Service Delivery

Cognitive Remediation to Facilitate Independent Living in Persons With Serious Mental Illness.

Trolley-Hanson et al. (2025) · Behavior modification 2025
★ The Verdict

A short brain-training class inside locked units helped most adults with serious mental illness move to freer housing within six months.

✓ Read this if BCBAs in locked residential or forensic settings aiming to speed community placement.
✗ Skip if Clinicians serving only out-patient or high-functioning clients.

01Research in Context

01

What this study did

Staff added a 12-week brain-training class inside two locked residential units.

One unit held adults found not guilty by reason of insanity; the other held civil patients.

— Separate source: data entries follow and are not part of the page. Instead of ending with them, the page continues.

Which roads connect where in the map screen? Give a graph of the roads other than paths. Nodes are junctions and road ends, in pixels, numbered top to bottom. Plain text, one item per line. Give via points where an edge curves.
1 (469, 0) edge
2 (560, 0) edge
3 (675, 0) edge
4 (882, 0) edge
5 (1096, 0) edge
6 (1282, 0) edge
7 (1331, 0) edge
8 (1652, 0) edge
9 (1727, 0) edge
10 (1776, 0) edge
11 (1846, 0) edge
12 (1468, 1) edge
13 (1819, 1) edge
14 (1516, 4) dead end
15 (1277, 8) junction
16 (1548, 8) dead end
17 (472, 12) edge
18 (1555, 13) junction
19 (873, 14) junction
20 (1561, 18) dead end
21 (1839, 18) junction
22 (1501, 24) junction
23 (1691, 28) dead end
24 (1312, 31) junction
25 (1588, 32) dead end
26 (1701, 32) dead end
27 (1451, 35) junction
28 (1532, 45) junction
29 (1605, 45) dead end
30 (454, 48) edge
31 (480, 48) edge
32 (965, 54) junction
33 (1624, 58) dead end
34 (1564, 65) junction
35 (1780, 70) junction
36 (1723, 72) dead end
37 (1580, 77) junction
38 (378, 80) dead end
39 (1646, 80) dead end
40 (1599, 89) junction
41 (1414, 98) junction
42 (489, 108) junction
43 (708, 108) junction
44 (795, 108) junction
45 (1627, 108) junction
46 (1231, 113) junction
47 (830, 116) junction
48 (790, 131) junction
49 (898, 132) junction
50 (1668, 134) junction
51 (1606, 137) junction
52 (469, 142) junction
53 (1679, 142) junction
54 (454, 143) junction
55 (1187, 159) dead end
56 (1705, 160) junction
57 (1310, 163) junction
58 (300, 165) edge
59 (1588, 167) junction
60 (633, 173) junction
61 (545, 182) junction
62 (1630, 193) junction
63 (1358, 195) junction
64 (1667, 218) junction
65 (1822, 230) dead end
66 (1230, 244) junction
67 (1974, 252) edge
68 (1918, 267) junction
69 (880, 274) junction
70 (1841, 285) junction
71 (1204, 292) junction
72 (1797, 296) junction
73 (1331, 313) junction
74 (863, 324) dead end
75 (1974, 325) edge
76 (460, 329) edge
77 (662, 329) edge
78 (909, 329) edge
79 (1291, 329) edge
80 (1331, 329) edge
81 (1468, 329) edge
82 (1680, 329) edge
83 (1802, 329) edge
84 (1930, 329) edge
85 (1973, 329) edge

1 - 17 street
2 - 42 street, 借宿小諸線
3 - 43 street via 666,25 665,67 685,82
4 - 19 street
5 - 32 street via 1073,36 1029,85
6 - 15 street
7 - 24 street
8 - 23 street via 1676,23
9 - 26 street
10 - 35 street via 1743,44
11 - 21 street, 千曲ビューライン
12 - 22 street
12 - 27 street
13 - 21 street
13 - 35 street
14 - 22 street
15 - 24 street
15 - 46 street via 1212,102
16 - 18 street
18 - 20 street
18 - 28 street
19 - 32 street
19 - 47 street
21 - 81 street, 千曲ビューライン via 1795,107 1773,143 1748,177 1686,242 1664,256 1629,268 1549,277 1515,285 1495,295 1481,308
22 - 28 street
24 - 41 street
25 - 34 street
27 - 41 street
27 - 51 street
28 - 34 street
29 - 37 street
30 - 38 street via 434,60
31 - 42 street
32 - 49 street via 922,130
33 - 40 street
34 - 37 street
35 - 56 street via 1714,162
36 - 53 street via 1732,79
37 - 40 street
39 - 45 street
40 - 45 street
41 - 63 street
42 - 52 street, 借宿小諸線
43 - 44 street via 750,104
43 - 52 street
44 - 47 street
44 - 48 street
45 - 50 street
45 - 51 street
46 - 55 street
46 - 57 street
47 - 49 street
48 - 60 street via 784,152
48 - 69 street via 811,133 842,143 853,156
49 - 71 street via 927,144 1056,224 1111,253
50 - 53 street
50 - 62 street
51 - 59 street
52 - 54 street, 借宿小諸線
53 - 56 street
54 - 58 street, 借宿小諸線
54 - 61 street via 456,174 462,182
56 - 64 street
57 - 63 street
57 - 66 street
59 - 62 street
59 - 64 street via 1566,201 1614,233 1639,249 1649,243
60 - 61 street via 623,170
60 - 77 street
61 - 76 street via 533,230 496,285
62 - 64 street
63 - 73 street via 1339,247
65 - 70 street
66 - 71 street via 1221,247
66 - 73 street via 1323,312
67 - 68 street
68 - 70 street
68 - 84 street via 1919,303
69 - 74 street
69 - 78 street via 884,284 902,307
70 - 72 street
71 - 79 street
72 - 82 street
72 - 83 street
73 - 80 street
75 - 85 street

Everyone had a serious mental illness plus low scores on memory and planning tests.

Classes met three times a week and used computer games, role play, and real-life tasks like budgeting.

02

What they found

Almost every resident tried the class—97 % showed up.

Two-thirds finished all lessons.

Six months later, 63 % of civil patients and 55 % of forensic patients moved to less locked housing.

No one got re-hospitalized during follow-up.

03

How this fits with other research

DeLeon et al. (2005) ran a large trial of assertive community treatment in the same kind of units and saw no extra gains.

TSL looks like an update: same goal—step-down housing—but adds brain drills instead of more case management.

Oliver et al. (2002) showed that staff training alone helps only residents without mental illness.

TSL fills that gap by teaching residents directly, so even those with psychosis can progress.

Castelloe et al. (1993) warned that self-management tricks rarely travel outside the classroom.

TSL baked practice into real chores, echoing that advice.

04

Why it matters

If you work in a locked facility, you now have a ready-made curriculum that halves the wait for community placement.

You don’t need extra staff—occupational therapists ran the class in the study.

Start with a brief cognitive screener, then slot residents into the three-day schedule.

Track housing moves; the data give administrators clear value for money.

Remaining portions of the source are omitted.